===== Available records =====

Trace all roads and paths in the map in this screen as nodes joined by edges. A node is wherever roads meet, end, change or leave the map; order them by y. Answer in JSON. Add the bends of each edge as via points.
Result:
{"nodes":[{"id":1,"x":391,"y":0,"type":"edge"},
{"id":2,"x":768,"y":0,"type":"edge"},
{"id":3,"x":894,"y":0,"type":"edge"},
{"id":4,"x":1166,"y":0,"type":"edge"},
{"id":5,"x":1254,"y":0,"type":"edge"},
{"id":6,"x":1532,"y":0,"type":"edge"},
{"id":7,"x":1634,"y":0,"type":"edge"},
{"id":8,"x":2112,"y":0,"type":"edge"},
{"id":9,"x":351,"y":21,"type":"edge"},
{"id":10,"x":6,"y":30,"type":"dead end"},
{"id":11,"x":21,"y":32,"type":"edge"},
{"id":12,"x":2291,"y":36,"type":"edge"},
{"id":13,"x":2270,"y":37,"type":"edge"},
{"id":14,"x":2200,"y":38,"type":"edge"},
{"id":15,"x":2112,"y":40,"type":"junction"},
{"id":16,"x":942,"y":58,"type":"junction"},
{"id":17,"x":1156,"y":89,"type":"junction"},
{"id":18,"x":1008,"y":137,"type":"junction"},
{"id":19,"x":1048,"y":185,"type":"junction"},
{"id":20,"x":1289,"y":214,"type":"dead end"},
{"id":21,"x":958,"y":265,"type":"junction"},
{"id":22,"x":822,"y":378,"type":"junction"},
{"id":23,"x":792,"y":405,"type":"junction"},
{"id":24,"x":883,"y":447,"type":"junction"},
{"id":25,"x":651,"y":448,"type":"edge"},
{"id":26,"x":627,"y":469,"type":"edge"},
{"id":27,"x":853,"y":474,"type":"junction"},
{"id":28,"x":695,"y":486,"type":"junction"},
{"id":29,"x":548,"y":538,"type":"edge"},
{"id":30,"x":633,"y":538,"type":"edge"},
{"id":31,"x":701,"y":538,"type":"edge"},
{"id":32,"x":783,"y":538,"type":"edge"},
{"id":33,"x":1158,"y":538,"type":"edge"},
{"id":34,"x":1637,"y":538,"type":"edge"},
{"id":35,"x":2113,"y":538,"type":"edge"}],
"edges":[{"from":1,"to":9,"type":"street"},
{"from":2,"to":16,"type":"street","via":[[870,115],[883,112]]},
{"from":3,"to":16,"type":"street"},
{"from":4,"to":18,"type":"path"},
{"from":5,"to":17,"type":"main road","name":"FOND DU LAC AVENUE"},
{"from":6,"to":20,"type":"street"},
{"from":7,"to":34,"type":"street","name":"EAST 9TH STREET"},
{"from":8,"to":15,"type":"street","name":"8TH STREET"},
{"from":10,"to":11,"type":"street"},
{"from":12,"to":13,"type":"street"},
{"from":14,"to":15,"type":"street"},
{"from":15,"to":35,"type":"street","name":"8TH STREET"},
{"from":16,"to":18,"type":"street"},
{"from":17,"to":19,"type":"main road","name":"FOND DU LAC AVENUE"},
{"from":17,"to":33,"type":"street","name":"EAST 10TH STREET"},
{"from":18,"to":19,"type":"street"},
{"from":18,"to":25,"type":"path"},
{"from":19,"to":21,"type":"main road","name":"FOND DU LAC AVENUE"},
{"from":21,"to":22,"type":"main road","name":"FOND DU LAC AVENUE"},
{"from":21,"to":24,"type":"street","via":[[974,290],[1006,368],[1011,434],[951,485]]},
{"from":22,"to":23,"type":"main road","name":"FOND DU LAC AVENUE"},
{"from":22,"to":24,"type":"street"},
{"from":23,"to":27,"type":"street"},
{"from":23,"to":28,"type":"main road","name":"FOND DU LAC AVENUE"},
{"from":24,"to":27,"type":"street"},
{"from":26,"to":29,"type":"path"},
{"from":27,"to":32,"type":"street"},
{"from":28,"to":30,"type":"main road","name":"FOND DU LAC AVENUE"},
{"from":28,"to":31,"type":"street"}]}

=====

> **Exercise requirements**
Looking over the records, find each line with the word "nodes" and copy it.

> **Written response**
Trace all roads and paths in the map in this screen as nodes joined by edges. A node is wherever roads meet, end, change or leave the map; order them by y. Answer in JSON. Add the bends of each edge as via points.
{"nodes":[{"id":1,"x":391,"y":0,"type":"edge"},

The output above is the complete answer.